The Hague, Netherlands

13 March 2018

Dutch finance minister Wopke Hoekstra called upon the parliament to warn that current supervision and regulatory frameworks in the Netherlands were still insufficiently equipped. The minister revealed that he would actively work in a European context, but that the approach would require a European and international approach.

 

London, UK

14 March 2018

Coinbase UK received an e-money license from the UK Financial Conduct Authority (FCA), effective from 21 March 2018. Essentially, Coinbase customers are now allowed to store their e-money on Coinbase UK accounts, enabling more payment options for them in the UK. The license, however, would not cover cryptocurrency activities.

 

Paris, France

15 March 2018

French regulators Autorité des marchés financiers (AMF) published a blacklist of 15 crypto-related France-based companies soliciting investments from the public. These companies contravened the new “Sapin II” Law No. 2016-1691 of 9 December 2016 on “transparency, the fight against corruption and the modernization of economic life”.

16 March 2018

The same AMF will be working together with its government as France aims to create its first guidelines through which enterprises could legally raise venture capital through so-called initial coin offerings (ICOs).

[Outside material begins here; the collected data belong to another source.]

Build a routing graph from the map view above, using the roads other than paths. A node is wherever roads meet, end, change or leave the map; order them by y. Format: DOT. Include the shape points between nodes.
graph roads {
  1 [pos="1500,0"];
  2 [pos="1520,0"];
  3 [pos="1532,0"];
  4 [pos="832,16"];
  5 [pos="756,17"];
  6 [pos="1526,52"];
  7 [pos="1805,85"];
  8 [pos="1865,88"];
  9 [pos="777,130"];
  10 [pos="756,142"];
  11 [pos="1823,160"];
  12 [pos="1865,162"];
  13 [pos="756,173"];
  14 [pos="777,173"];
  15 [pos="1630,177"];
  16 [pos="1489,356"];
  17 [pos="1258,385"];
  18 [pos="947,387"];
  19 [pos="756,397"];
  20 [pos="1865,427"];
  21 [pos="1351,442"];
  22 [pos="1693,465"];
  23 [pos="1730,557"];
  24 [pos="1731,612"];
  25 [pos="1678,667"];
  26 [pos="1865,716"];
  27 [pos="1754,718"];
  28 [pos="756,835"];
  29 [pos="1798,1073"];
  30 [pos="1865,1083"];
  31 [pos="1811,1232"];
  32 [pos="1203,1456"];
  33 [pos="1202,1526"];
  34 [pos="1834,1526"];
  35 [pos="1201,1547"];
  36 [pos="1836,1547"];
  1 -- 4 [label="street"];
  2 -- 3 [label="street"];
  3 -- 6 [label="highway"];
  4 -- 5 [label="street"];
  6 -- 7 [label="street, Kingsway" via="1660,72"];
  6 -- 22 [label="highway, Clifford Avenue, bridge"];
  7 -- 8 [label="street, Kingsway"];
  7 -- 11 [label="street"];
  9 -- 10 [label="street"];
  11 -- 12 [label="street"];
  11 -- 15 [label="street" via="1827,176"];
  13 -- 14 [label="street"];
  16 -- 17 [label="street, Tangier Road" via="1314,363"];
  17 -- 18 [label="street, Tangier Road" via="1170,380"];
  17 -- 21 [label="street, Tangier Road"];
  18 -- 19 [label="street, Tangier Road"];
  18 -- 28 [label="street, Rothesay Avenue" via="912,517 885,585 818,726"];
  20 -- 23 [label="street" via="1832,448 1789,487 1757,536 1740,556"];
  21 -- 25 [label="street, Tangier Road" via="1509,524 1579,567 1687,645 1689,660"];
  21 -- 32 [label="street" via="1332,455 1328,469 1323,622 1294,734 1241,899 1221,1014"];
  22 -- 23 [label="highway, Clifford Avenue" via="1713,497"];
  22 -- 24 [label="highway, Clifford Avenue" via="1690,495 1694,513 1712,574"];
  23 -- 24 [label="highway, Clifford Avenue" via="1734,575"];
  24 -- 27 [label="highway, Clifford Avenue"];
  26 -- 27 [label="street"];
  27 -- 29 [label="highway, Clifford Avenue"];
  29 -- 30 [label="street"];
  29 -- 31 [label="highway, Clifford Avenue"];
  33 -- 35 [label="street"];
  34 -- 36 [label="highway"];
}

Among some of the proposals include a visa issued to companies wishing to conduct ICOs, giving them official government approval.

 

Vilnius, Lithuania

16 March 2018

The Bank of Lithuania put out a call for tender for a proposal for software developers from around the world to assist it with developing its LBChain blockchain platform. It aims to help businesses to trial and implement sophisticated financial tech innovations.